**PROBLEM TO SOLVE:**
Indicate only the number of lines in the listing below in which the word "Seabrook" appears.

**PROVIDED INFORMATION:**

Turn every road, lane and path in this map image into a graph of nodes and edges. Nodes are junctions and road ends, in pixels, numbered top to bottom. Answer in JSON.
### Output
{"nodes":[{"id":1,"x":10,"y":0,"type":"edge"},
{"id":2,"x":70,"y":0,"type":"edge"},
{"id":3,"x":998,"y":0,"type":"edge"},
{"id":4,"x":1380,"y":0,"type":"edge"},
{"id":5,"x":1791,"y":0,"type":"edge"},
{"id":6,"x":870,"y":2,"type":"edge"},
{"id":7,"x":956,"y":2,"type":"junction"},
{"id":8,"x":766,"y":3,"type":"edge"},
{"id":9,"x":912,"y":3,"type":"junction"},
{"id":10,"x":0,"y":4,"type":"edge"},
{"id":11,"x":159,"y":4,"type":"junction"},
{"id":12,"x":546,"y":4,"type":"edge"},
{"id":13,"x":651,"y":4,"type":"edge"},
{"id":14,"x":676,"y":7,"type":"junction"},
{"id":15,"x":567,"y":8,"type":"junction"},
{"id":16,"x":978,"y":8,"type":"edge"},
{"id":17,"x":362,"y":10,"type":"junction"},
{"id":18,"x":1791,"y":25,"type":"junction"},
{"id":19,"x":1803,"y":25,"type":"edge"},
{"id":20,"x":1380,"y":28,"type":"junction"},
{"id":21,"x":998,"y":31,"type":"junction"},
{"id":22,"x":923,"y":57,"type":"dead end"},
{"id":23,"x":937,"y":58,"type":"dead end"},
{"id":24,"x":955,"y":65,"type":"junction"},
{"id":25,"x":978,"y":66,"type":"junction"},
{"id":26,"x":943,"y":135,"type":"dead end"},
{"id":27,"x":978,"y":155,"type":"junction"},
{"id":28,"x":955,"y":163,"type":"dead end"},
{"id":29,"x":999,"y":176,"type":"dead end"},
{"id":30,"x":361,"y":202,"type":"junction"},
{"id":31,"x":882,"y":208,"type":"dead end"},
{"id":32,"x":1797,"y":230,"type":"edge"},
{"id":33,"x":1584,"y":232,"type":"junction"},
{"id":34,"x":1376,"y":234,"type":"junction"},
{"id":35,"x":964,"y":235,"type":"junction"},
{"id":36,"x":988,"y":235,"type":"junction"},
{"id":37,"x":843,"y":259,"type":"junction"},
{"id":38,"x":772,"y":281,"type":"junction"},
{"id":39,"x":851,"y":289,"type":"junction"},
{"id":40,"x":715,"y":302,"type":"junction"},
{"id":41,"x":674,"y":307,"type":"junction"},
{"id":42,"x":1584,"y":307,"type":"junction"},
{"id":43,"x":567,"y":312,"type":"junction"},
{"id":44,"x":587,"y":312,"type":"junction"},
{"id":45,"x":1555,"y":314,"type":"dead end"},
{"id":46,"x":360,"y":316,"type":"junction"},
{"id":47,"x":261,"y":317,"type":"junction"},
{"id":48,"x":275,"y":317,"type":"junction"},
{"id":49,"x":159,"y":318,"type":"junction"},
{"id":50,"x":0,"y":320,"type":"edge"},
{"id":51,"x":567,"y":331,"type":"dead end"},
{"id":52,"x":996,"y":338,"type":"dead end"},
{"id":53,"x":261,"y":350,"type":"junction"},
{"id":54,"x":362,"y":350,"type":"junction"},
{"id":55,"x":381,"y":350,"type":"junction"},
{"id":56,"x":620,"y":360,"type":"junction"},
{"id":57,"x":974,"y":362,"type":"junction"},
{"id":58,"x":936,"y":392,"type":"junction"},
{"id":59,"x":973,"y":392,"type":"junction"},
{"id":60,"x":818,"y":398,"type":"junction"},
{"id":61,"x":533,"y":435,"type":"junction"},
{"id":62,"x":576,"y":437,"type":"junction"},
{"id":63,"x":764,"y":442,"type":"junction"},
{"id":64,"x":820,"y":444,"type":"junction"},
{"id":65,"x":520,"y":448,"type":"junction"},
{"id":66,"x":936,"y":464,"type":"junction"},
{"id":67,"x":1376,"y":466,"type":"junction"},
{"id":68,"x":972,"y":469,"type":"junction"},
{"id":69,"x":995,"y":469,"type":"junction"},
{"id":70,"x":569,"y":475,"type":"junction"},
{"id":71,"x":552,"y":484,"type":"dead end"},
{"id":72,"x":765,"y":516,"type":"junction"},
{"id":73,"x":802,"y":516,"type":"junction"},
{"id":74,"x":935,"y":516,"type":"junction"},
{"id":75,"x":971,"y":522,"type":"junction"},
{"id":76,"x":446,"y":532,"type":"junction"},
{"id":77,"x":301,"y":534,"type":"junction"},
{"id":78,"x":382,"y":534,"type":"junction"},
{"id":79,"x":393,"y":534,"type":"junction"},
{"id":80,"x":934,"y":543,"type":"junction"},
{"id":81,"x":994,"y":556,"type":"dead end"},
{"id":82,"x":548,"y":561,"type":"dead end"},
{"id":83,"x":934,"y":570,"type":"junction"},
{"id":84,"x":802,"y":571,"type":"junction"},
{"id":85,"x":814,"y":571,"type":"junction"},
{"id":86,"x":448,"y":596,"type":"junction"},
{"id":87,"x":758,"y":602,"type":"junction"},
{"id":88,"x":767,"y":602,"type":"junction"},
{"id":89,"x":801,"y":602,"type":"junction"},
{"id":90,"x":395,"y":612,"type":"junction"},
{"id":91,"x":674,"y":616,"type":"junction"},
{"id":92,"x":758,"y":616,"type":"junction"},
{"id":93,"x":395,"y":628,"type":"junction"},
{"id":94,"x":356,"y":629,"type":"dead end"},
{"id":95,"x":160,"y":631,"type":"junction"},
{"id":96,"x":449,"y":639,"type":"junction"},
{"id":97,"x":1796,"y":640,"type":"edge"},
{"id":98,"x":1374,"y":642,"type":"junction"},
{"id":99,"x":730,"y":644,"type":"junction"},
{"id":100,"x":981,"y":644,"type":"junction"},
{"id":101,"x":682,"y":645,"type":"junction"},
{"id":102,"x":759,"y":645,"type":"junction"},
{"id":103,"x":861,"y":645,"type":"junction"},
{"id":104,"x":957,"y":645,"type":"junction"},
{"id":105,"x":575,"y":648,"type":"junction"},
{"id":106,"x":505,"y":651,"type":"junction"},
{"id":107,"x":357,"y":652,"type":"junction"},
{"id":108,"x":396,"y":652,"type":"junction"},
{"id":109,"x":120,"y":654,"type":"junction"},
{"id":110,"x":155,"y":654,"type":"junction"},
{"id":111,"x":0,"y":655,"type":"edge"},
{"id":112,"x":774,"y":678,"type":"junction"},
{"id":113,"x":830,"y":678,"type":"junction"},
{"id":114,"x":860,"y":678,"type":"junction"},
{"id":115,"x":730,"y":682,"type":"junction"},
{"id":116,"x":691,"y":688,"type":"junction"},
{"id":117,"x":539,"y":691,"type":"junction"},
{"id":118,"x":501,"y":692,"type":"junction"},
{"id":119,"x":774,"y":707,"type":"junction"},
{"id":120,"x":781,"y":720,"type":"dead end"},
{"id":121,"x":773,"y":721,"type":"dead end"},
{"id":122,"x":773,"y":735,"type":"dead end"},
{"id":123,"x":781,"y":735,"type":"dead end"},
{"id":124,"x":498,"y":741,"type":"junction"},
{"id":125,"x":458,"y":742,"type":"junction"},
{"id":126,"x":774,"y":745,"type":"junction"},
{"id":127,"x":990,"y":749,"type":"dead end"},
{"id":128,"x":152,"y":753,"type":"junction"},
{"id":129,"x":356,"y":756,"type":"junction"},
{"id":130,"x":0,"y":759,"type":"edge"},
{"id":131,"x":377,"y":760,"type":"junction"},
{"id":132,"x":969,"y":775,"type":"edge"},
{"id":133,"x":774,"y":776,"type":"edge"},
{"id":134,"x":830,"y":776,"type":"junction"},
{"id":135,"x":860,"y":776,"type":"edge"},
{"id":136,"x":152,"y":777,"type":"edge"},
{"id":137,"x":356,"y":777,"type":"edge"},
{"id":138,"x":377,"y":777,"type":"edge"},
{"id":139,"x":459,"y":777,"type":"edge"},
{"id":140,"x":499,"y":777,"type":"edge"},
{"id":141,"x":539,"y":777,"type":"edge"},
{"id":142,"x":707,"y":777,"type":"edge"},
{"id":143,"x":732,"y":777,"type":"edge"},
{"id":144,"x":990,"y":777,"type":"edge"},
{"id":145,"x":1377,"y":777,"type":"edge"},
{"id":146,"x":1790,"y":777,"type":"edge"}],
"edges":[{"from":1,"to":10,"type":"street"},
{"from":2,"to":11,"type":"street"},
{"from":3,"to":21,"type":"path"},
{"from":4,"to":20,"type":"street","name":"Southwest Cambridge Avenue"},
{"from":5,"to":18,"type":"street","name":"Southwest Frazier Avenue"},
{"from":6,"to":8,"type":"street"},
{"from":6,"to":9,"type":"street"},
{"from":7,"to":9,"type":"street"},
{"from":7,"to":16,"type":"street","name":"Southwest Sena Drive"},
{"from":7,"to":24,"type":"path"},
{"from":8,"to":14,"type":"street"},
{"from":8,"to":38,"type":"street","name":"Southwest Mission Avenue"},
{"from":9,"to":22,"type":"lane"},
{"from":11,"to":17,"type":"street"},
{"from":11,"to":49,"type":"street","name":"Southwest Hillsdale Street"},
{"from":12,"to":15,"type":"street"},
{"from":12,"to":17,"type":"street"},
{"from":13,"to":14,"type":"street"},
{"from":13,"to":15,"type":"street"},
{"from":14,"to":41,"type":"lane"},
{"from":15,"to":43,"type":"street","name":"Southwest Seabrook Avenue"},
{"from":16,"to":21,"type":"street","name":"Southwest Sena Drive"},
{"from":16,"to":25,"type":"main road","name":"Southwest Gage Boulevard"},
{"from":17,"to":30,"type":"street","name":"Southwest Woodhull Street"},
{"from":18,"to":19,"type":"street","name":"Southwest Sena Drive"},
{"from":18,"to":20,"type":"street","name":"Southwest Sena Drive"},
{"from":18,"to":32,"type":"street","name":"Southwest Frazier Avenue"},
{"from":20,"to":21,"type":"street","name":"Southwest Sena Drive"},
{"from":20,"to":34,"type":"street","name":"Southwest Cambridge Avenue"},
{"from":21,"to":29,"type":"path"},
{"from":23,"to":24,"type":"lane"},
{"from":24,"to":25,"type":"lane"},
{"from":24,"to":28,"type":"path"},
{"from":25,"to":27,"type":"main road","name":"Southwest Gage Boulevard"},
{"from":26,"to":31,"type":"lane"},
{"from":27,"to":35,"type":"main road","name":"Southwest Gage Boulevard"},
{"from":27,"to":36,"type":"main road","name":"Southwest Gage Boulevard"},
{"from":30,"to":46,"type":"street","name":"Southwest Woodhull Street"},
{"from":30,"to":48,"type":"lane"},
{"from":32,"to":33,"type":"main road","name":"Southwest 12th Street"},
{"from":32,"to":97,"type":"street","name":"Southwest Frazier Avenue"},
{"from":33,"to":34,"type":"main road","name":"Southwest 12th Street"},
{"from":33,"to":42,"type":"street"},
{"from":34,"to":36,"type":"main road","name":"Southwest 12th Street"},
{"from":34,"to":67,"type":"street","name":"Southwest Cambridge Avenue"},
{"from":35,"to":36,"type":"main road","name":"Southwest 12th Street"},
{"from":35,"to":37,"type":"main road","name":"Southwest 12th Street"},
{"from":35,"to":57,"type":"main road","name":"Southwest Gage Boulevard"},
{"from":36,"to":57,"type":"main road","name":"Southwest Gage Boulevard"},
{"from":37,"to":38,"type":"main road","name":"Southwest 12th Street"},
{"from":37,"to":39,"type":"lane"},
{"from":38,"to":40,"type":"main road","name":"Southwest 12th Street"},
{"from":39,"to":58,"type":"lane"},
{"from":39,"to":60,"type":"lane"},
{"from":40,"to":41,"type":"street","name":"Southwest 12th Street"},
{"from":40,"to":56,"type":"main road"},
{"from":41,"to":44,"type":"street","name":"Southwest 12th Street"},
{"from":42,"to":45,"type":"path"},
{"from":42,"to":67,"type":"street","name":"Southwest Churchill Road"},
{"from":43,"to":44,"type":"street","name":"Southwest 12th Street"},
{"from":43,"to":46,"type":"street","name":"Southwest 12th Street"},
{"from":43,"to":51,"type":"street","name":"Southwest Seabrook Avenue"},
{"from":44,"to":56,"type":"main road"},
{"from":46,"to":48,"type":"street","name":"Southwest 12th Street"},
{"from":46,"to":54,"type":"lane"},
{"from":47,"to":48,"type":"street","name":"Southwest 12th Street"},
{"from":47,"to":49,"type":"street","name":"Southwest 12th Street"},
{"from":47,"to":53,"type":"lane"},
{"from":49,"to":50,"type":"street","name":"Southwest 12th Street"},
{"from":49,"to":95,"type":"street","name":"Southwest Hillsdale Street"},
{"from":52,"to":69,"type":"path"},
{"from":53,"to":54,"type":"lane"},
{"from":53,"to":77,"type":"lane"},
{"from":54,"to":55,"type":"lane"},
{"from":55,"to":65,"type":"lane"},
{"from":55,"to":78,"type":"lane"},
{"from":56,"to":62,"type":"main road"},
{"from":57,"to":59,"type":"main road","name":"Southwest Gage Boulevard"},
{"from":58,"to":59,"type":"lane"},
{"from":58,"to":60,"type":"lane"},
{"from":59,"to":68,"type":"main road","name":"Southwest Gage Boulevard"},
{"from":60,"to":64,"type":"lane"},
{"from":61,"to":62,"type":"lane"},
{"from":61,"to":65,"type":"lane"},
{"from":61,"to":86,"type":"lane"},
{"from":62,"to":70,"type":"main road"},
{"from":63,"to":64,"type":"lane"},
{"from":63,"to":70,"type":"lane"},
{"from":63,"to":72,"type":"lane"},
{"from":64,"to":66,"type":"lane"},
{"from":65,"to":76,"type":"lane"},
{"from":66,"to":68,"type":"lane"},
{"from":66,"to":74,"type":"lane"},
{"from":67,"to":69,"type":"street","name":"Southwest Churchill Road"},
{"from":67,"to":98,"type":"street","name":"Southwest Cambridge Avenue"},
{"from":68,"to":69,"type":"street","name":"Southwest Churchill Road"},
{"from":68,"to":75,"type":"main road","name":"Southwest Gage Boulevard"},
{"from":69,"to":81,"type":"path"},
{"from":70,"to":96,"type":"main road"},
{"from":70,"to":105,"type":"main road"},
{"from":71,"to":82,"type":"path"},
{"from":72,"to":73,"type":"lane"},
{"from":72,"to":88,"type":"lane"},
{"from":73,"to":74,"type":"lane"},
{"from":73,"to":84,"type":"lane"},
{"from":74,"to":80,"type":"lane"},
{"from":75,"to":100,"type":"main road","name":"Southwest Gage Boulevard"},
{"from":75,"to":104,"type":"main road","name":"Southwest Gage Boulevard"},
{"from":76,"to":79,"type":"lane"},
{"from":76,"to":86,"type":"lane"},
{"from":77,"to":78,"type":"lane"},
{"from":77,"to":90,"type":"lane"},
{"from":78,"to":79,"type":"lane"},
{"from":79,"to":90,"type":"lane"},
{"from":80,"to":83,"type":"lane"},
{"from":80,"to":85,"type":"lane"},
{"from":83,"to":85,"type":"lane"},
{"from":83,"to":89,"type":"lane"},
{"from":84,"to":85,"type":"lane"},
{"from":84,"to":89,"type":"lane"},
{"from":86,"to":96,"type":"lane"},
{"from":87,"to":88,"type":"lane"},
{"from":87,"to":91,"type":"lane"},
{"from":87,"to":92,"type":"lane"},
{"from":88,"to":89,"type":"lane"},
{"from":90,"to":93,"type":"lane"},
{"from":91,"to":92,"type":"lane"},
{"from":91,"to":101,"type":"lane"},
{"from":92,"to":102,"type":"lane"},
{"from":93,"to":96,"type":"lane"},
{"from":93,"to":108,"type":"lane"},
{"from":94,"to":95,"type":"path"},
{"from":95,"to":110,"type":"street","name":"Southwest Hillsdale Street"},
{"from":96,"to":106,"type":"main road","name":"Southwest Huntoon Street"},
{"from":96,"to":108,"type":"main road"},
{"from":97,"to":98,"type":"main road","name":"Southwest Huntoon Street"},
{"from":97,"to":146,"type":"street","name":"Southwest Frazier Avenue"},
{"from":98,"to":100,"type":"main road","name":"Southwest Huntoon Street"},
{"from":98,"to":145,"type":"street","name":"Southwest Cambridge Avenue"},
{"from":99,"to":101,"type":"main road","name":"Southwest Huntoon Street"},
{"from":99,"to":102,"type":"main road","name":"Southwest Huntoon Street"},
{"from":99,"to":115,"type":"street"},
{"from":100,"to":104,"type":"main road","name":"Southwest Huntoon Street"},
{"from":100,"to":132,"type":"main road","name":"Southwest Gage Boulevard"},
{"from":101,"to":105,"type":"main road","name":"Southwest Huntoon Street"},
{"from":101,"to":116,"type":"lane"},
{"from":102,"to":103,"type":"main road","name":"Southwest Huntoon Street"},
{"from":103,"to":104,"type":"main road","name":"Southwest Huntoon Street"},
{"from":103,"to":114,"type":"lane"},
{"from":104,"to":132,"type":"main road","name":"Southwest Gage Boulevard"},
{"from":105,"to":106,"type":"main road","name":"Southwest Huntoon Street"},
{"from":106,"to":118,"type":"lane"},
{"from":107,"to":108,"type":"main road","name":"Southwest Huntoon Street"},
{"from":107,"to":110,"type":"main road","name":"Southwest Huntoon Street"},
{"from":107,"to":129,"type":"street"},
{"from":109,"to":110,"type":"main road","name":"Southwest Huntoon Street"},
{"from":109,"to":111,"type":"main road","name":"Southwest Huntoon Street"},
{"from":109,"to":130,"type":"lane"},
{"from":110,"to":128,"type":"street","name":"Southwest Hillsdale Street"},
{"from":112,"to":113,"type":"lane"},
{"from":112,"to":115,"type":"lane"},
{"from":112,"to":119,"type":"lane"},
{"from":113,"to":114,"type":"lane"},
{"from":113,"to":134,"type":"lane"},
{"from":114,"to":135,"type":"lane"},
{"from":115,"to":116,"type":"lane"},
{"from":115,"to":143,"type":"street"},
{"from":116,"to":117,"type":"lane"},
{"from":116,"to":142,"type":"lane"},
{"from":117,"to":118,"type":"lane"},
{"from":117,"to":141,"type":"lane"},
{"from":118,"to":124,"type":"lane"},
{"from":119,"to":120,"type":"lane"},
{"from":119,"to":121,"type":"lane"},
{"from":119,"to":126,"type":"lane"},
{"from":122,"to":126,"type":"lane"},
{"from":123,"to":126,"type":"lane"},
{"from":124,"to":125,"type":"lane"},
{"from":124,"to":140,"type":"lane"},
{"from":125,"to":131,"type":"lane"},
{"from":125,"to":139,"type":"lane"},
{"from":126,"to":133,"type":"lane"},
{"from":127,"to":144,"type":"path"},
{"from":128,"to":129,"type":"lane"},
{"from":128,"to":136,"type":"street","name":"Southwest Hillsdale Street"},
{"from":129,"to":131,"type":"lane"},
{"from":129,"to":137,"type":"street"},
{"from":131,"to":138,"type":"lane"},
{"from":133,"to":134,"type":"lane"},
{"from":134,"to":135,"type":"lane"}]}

**ANSWER TO THE PROBLEM:**
2